I made some cards this week. I don’t mean greeting cards or business cards. I mean baseball style cards but not about baseball. I’ve always had a fascination with cards. Not so much baseball cards but the general idea of trading cards. I like playing cards too. I like regular fifty two card decks plus I like collectable card games like Magic: The Gathering. M:TG is the the one that started it all but most people are probably more familiar with the Yu-Gi-Oh or Pokemon cards that kids get these days. You buy packs of them, put a deck together, and your deck fights your friend’s deck. Fun stuff.
I like games in general and back in my younger days when I hung around with more gamers we used to buy and play a few different card games. I don’t have a chance to play those games anymore and therefor don’t buy any new cards but occasionally I like to make my own cards. I even made my own set of fortune telling cards a few years ago. I made them not only conceptually but I printed them out and made a physical deck of them. That was quite a project.

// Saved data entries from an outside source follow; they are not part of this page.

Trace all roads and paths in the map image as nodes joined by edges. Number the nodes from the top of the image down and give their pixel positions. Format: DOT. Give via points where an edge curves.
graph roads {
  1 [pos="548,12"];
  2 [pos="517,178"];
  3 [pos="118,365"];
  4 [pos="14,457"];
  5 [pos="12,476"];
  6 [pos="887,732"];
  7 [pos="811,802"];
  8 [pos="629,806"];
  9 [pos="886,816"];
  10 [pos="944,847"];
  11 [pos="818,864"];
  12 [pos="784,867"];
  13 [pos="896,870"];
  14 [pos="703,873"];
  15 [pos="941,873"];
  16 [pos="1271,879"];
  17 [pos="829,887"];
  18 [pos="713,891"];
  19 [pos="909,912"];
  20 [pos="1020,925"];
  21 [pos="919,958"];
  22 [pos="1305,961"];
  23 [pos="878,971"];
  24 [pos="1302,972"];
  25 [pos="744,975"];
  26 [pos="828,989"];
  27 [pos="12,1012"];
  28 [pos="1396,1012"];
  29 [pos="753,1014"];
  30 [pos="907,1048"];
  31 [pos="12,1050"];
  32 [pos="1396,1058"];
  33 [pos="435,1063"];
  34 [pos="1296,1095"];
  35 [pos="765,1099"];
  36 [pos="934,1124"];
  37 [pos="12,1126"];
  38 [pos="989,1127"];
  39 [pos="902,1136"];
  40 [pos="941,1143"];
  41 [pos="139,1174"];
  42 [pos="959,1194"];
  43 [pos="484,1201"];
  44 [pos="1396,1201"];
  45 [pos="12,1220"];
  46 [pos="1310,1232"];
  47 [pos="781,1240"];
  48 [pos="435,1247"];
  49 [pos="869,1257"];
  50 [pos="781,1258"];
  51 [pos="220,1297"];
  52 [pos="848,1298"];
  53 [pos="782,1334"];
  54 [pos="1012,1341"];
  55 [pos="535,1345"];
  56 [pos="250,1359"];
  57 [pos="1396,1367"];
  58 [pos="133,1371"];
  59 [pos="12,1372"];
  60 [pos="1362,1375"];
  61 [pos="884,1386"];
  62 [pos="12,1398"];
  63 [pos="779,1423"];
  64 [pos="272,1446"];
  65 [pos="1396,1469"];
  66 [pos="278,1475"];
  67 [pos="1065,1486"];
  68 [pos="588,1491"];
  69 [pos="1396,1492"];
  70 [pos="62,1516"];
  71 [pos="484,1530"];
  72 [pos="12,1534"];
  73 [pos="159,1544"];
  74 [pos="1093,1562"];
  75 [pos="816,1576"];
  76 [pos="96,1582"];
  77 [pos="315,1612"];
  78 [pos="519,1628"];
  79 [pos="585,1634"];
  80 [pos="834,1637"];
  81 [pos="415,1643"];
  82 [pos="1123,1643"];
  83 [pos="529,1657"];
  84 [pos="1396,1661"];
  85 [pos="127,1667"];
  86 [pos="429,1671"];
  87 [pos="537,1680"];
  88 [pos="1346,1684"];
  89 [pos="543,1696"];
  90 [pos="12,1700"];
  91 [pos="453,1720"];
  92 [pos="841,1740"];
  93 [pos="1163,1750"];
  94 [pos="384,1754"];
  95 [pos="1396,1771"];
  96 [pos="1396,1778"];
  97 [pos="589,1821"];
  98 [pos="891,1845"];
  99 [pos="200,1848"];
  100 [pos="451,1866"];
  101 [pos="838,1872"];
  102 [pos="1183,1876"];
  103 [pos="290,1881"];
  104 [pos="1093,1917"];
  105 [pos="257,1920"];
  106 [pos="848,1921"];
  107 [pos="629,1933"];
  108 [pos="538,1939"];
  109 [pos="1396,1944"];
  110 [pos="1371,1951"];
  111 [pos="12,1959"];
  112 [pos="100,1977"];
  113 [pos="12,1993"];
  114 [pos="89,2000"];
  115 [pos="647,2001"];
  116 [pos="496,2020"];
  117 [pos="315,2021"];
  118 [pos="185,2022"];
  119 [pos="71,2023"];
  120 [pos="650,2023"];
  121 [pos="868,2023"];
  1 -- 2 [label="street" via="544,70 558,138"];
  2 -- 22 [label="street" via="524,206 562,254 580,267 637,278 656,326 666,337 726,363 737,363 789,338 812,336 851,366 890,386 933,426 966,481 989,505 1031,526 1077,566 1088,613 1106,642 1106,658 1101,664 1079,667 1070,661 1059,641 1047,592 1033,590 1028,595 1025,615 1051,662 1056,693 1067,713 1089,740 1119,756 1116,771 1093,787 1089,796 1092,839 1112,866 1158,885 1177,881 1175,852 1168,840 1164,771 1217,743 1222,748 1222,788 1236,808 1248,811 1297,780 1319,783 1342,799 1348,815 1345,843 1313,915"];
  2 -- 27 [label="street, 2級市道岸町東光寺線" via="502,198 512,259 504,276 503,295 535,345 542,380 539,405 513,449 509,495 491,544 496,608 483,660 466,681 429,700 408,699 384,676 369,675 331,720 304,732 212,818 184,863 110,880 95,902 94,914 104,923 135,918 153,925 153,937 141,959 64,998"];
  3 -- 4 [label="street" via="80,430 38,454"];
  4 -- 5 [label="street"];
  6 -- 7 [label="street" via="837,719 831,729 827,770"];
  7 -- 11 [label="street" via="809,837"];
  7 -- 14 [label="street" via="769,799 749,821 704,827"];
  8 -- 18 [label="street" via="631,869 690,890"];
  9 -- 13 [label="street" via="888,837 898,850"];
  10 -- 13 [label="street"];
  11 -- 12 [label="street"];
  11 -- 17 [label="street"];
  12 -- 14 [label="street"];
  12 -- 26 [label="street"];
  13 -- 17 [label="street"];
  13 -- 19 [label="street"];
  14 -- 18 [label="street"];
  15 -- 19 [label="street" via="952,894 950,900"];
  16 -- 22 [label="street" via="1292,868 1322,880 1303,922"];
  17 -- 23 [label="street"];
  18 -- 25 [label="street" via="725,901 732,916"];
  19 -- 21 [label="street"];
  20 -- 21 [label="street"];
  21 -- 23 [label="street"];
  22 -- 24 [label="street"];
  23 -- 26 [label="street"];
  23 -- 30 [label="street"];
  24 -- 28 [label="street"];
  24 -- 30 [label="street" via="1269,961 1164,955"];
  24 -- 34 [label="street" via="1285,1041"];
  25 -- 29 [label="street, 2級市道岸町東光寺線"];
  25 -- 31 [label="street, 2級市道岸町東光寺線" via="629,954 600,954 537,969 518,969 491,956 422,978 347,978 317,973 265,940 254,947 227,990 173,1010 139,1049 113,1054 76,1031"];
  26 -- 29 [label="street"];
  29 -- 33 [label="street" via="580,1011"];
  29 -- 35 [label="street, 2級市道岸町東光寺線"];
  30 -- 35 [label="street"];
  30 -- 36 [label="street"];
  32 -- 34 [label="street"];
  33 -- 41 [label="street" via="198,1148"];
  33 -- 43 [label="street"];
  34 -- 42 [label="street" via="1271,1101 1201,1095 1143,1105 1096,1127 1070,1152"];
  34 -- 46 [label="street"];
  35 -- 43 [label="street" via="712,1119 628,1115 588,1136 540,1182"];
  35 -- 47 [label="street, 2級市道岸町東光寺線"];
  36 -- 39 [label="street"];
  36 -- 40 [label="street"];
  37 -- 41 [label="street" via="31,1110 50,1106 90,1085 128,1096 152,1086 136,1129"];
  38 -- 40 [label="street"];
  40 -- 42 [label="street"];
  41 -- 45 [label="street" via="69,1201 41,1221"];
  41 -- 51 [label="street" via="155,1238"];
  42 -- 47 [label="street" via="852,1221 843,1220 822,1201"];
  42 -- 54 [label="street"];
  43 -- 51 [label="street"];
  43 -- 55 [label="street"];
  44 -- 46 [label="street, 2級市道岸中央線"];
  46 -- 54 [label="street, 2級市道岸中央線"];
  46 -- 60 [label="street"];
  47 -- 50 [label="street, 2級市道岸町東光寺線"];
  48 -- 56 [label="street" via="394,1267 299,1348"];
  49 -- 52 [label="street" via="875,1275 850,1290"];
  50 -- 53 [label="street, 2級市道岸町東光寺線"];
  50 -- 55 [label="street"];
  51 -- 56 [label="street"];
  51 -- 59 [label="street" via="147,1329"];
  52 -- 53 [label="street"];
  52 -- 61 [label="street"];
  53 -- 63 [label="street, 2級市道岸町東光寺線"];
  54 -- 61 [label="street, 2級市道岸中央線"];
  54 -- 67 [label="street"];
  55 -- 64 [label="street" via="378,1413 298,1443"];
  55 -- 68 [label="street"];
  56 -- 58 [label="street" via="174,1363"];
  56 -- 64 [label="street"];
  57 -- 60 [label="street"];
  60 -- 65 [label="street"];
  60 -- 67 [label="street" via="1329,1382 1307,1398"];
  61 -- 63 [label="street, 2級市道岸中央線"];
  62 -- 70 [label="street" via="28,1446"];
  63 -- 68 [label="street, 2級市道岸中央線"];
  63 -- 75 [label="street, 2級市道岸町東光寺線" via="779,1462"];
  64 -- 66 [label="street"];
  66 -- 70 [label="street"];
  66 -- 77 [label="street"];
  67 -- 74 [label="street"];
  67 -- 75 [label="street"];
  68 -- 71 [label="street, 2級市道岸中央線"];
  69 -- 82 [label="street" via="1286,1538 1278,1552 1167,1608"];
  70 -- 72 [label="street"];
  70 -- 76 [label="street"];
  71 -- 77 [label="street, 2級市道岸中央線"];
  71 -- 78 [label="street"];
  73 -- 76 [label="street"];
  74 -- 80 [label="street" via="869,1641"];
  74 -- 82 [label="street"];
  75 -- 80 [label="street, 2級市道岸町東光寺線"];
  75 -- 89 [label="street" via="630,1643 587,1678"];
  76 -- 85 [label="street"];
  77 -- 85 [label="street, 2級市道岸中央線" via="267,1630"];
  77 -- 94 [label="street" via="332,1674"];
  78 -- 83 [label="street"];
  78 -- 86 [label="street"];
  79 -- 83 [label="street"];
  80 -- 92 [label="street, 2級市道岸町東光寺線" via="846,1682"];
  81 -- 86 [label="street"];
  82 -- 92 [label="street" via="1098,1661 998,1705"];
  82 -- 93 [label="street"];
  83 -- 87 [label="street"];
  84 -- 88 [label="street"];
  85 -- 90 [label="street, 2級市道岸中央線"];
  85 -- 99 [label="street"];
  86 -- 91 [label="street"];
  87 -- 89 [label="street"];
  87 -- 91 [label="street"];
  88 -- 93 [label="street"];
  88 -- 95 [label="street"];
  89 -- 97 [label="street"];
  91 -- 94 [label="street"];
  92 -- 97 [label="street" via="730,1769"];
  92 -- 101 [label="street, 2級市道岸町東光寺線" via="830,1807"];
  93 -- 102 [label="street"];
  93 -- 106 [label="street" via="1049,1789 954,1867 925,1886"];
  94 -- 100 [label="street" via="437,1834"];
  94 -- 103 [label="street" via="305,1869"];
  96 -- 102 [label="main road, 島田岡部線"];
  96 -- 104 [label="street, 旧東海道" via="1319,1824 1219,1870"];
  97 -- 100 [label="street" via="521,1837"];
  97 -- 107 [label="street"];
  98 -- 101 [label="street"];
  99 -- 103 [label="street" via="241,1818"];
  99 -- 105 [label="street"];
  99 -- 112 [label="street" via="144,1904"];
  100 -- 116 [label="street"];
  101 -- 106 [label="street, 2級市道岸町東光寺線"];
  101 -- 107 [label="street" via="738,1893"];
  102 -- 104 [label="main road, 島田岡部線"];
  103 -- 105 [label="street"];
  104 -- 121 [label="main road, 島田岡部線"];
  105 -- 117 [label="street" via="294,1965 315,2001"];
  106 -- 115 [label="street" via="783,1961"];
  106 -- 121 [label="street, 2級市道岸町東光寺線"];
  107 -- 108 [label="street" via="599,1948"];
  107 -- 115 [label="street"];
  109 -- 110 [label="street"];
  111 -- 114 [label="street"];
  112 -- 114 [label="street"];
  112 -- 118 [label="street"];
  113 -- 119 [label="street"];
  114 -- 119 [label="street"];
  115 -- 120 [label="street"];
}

Besides the conceptual and artistic work the fortune telling cards were a pain to make because that was before I bought a heat laminator. Instead I was using press-on lamination paper that was prone to not going down correctly or getting air bubbles in it. The paper wasn’t impossible to use but I had to pay attention and sometimes things went wrong even if I did. My success rate with it was probably over 90% but that means I had to redo almost one in every ten cards. That’s a pain in a forty eight card set. Or in an any card set for that matter.
The heat laminator is much easier to use. Turn it on and while it is heating up you place your piece of paper in between two sheet of laminate paper. The sheets are connected at one end so you can’t mess it up. Then feed the paper through the laminator and it heat seals it in a few seconds. No muss, no fuss, no concentrating on getting it right. I should have bought one of those years ago. But I was new to making trading cards then.
The cards I made this week are my “Moment in Time” cards. I developed these some years ago when I was looking for something to do with my street photography. These cards don’t serve any purpose except to sit on my desk an a little easel and make me ponder them. I take one of my street photos of a stranger or strangers on the street and make a baseball type card out of it. On the front is the picture and on the back is the time, date, and place I took the photo plus a couple of sentences giving my speculation about the person. The cards give me something to contemplate when I’m at the drawing table.
I had to streamline my process for making the “Moment in Time” cards this time around. I used to do the image work in Photoshop and the text and layout work in InDesign. That’s how most people would normally do something similar but I found that having to make a separate Photoshop file for each card I wanted to bring into InDesign was too much of a pain. I stopped wanting to make any because of all the drudge work involved. This time around I did the layout and text all in Photoshop and just had to hit print. It was much easier.
I print the cards on double sided matte paper. The printer lines up the backs and the fronts of the cards well. I just have to print the front, flip the paper over, put it into the printer again, and print the back of the card. It’s hardly ever off register. I think I liked my old Epson printer better though. I can’t seem to get the color the way I want it on the Canon I bought last year. I had my last Epson for six years or so, knew it well, and could get good color out of it. The photos I just printed with the Canon came out a little too yellowish for me. Maybe I have to use it more and learn what it can do but that’s a pain.
After I print the cards, front and back, I laminate them. That’s easy enough with the heat laminator but I still have to keep the dust off of them. That’s the main thing to look out for. Specks of dust or whatever landing on the paper. I quickly brush the card sheet with a non-static photo brush just to make sure they’re clean and then it’s off to the laminator.
Cutting them out is the most laborious task. This is where you can go wrong if you’re not careful. These “Moment in Time” cards are the tall size of trading cards. Baseball cards are 2.5×3.5 inches but the tall size card is 2.5×4.5 inches. I prefer the taller size for these cards so I am able to only get four of them onto an letter sized piece of paper. After they’re laminated I cut all four cards out by hand with an X-Acto knife and a metal straight edge. It takes concentration to cut them right along the seams so I have to be patient and careful.
The last thing I do with these cards is round the corners. That makes them look better. Square corners are amateurish somehow. I think because all decks of playing cards have rounded corners. I bought a corner punch to do this with. It’s a little plastic thing that you stick a corner of the card into, press down, and it cuts the corner off leaving it rounded. I press on the corner punch while holding a small piece of wood in the palm of my hand. This gives me more leverage and stops the plastic piece on top of the punch from cutting into my hand because with just ten cards and four corners each that’s a lot of corners to punch.
I’ve made other cards and printed them out, like the cards I made to promote this site, but I’ve also made cards that never got printed out into actual physical objects. Making a physical card is often the hardest part of the task for me. Or maybe it’s the least creative part and that’s why it’s hard for me. So sometimes I come up with ideas for card sets and make them up in Photoshop. Since there is no real reason for them to exist I don’t bother making actual cards. It’s just something I like to do. This week I made some real ones though. And it’s always a little more fun to see an actual physical card but I’ll probably continue to make mostly virtual ones.